Exercise description:
Count lines holding the string "Belle" in the data that follows. Reply with one number only.

------------

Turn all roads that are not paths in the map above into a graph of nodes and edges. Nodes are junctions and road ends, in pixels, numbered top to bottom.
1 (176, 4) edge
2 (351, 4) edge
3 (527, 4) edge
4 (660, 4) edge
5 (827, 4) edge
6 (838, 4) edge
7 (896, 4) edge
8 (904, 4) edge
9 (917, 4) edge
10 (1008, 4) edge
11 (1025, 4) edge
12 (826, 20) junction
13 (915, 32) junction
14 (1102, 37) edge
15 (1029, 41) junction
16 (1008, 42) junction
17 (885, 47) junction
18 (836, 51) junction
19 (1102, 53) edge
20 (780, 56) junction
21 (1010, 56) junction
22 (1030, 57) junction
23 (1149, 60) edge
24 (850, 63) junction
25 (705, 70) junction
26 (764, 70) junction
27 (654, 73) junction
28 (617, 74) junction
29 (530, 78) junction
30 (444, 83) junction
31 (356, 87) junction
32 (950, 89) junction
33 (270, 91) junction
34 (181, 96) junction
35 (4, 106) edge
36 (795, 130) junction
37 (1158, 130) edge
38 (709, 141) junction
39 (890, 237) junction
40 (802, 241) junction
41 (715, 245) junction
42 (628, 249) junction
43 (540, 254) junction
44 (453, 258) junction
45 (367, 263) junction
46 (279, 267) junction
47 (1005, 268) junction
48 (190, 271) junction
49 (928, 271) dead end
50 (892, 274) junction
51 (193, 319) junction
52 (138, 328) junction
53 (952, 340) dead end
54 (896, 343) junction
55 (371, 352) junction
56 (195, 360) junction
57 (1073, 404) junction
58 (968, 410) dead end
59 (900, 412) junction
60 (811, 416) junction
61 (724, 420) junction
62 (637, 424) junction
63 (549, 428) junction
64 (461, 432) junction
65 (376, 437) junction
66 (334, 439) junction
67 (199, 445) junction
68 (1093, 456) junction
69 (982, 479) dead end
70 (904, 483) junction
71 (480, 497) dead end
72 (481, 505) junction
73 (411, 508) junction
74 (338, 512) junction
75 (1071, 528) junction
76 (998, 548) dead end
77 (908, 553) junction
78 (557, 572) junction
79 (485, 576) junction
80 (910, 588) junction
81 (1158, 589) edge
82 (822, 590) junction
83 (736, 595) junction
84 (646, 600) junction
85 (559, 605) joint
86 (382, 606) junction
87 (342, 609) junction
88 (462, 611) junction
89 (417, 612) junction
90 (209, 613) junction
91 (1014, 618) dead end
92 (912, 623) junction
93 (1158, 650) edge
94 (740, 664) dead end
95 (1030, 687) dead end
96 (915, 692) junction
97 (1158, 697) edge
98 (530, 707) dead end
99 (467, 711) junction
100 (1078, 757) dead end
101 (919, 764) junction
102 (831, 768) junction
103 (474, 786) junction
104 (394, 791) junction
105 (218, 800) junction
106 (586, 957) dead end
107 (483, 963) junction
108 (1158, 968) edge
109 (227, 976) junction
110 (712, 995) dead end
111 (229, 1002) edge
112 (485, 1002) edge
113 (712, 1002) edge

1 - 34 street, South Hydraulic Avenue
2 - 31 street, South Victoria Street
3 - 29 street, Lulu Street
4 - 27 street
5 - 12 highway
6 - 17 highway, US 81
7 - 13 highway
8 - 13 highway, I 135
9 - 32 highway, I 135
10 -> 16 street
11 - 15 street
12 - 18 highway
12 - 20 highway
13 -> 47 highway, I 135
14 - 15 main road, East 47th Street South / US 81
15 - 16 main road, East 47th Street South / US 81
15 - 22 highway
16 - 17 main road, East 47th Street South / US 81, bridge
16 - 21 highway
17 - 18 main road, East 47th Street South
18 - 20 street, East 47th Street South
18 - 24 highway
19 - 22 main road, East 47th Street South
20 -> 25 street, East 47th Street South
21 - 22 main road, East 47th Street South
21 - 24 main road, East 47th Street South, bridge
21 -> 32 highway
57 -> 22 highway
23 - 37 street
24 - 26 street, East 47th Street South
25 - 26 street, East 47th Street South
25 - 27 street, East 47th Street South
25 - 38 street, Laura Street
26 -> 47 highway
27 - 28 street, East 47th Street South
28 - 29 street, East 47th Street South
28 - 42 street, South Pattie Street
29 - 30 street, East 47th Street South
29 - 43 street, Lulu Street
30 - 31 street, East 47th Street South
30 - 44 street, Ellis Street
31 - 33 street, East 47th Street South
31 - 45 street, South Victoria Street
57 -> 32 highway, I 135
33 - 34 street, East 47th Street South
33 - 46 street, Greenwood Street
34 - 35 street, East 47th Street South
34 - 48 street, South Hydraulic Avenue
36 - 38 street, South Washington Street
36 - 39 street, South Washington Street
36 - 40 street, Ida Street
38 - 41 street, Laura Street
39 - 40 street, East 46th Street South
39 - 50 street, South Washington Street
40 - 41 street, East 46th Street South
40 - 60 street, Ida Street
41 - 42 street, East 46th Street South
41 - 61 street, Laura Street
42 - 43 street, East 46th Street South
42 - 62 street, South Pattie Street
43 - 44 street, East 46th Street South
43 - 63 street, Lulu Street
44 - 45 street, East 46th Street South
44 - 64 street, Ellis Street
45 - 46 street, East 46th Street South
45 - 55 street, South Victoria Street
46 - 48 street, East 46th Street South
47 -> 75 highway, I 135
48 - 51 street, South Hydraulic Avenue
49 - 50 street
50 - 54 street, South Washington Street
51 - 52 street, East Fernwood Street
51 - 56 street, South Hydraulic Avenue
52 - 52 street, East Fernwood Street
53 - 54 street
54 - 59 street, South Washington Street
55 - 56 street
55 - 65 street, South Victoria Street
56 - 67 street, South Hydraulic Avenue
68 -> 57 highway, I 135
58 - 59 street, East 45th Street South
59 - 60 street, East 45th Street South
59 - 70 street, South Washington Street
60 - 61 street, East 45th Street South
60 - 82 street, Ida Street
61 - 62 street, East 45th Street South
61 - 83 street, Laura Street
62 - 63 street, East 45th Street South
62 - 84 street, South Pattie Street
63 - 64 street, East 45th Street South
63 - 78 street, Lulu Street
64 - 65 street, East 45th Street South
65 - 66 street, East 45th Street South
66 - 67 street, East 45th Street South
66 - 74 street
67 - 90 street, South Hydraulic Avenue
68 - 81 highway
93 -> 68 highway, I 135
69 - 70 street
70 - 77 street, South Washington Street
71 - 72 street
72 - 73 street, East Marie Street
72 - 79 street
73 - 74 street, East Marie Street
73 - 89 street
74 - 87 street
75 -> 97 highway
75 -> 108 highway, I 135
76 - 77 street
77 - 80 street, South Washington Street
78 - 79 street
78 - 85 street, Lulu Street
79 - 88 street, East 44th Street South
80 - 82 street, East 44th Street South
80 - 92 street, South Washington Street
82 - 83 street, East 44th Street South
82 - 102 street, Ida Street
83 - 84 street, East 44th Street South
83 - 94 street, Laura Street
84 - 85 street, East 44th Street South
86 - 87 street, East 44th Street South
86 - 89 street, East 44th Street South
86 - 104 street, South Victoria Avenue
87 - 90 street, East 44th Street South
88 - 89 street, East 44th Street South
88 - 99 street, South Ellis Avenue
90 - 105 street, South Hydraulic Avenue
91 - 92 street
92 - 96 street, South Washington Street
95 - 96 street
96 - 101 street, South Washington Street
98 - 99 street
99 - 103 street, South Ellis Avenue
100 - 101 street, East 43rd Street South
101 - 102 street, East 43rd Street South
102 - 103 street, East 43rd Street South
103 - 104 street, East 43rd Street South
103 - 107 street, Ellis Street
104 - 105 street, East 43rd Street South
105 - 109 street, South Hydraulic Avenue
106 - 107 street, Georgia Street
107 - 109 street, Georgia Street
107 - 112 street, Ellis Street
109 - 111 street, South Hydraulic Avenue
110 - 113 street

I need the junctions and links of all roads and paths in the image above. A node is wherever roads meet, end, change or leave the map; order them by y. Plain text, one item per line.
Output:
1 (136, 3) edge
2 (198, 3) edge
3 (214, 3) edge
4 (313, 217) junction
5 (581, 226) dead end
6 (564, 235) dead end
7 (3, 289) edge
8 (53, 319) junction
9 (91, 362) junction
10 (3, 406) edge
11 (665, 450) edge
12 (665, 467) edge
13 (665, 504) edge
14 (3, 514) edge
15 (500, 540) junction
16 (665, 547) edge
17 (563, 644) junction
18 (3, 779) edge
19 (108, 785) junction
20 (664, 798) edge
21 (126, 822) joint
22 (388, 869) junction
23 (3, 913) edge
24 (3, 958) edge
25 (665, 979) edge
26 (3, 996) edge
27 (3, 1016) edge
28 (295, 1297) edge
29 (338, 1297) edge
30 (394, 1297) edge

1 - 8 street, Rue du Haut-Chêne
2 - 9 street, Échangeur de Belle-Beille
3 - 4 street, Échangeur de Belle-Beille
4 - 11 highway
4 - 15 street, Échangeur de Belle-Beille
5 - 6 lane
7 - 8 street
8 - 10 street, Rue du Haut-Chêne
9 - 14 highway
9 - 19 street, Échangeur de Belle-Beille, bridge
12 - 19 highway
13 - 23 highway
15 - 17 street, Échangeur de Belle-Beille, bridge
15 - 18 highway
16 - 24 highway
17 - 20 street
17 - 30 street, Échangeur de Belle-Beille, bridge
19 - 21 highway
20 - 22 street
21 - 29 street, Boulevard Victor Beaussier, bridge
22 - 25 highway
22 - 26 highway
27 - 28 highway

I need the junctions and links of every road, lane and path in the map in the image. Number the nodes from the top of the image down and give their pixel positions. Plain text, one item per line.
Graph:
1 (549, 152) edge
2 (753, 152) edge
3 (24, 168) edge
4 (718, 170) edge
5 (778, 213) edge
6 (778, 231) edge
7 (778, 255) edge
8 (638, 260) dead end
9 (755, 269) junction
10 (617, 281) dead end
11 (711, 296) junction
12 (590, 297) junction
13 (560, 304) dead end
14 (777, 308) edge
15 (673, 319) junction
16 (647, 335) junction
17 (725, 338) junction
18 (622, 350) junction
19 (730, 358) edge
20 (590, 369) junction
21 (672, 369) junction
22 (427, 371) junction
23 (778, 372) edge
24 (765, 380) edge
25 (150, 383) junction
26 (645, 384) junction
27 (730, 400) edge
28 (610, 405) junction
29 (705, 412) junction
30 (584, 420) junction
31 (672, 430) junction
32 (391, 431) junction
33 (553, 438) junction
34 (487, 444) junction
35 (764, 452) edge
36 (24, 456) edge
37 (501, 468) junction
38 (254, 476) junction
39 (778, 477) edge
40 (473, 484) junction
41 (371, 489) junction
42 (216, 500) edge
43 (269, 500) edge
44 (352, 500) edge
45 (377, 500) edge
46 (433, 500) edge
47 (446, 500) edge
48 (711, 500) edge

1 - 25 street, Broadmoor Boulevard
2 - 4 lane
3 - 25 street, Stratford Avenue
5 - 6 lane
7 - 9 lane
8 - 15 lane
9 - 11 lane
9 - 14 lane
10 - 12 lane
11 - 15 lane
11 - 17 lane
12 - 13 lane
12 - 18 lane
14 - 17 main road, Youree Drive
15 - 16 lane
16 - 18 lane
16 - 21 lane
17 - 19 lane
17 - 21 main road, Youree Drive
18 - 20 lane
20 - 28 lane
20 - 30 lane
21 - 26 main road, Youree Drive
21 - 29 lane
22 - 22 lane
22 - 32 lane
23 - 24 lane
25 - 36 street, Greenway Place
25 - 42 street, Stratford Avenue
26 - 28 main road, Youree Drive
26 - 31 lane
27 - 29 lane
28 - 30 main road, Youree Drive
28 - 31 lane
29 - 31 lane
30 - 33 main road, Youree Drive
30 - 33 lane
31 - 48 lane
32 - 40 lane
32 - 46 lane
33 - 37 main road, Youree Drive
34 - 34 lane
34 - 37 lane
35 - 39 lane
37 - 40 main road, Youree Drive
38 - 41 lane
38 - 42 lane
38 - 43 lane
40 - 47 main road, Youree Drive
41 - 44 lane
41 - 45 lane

------------

Exercise solution:
6